- **WORK TO BE COMPLETED**: The output should be all lines of the entries below in which the word "links" occurs.
-------- DATA EXTRACT --------
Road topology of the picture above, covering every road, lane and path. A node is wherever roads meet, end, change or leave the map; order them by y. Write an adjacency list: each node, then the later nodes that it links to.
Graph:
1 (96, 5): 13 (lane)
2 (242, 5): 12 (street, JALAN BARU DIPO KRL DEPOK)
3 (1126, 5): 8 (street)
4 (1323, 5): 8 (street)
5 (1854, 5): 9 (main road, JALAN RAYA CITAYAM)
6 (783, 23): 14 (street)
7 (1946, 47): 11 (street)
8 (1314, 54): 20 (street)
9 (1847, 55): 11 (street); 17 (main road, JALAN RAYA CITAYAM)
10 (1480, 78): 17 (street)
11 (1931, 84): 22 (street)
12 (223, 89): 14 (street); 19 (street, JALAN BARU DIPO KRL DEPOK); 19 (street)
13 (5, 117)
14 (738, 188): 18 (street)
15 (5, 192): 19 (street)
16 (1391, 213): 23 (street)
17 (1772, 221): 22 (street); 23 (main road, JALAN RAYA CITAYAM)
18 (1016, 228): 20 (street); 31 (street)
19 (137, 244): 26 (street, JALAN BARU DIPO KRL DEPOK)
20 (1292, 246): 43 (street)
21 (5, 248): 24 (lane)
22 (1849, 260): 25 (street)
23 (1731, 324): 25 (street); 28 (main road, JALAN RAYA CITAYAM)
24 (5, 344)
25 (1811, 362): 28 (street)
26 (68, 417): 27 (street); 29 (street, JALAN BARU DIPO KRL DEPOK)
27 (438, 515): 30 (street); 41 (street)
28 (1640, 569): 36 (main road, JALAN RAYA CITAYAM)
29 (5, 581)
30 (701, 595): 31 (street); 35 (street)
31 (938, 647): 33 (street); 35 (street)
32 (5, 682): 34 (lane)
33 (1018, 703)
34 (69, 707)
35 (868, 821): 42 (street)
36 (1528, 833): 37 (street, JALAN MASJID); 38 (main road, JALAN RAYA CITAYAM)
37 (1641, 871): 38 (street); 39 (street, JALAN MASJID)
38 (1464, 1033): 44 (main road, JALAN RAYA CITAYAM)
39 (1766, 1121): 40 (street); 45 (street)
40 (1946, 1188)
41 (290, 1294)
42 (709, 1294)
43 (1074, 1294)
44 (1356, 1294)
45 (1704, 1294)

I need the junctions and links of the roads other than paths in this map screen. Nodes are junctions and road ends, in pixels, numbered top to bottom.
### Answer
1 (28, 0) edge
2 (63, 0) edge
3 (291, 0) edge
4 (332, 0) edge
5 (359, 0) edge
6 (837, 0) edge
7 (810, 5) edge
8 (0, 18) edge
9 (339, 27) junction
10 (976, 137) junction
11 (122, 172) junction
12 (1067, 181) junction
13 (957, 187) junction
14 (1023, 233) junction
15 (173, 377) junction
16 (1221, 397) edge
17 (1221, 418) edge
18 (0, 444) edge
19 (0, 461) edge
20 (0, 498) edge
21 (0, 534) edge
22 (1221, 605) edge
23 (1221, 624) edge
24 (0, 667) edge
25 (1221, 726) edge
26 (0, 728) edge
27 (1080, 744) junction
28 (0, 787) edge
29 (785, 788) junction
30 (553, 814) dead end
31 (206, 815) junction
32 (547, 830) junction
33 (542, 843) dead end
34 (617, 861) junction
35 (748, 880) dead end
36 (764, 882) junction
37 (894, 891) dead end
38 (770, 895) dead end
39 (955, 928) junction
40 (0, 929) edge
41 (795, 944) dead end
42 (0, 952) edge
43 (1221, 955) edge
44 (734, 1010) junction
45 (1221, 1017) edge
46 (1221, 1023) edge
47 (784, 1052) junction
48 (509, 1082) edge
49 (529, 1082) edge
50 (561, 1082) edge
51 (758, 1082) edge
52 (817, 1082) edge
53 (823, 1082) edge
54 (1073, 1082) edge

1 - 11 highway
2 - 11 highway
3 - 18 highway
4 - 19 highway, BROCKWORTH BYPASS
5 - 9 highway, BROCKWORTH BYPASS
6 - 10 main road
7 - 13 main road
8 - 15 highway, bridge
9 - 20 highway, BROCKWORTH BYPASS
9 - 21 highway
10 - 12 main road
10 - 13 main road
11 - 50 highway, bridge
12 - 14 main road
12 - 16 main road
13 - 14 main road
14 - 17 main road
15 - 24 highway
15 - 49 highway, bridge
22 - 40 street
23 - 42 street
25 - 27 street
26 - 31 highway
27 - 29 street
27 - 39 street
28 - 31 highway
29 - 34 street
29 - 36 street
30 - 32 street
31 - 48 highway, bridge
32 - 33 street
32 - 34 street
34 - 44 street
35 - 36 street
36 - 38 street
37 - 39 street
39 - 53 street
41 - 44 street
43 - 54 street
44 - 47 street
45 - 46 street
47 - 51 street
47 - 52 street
--------
- **FINISHED TASK**:
Road topology of the picture above, covering every road, lane and path. A node is wherever roads meet, end, change or leave the map; order them by y. Write an adjacency list: each node, then the later nodes that it links to.
I need the junctions and links of the roads other than paths in this map screen. Nodes are junctions and road ends, in pixels, numbered top to bottom.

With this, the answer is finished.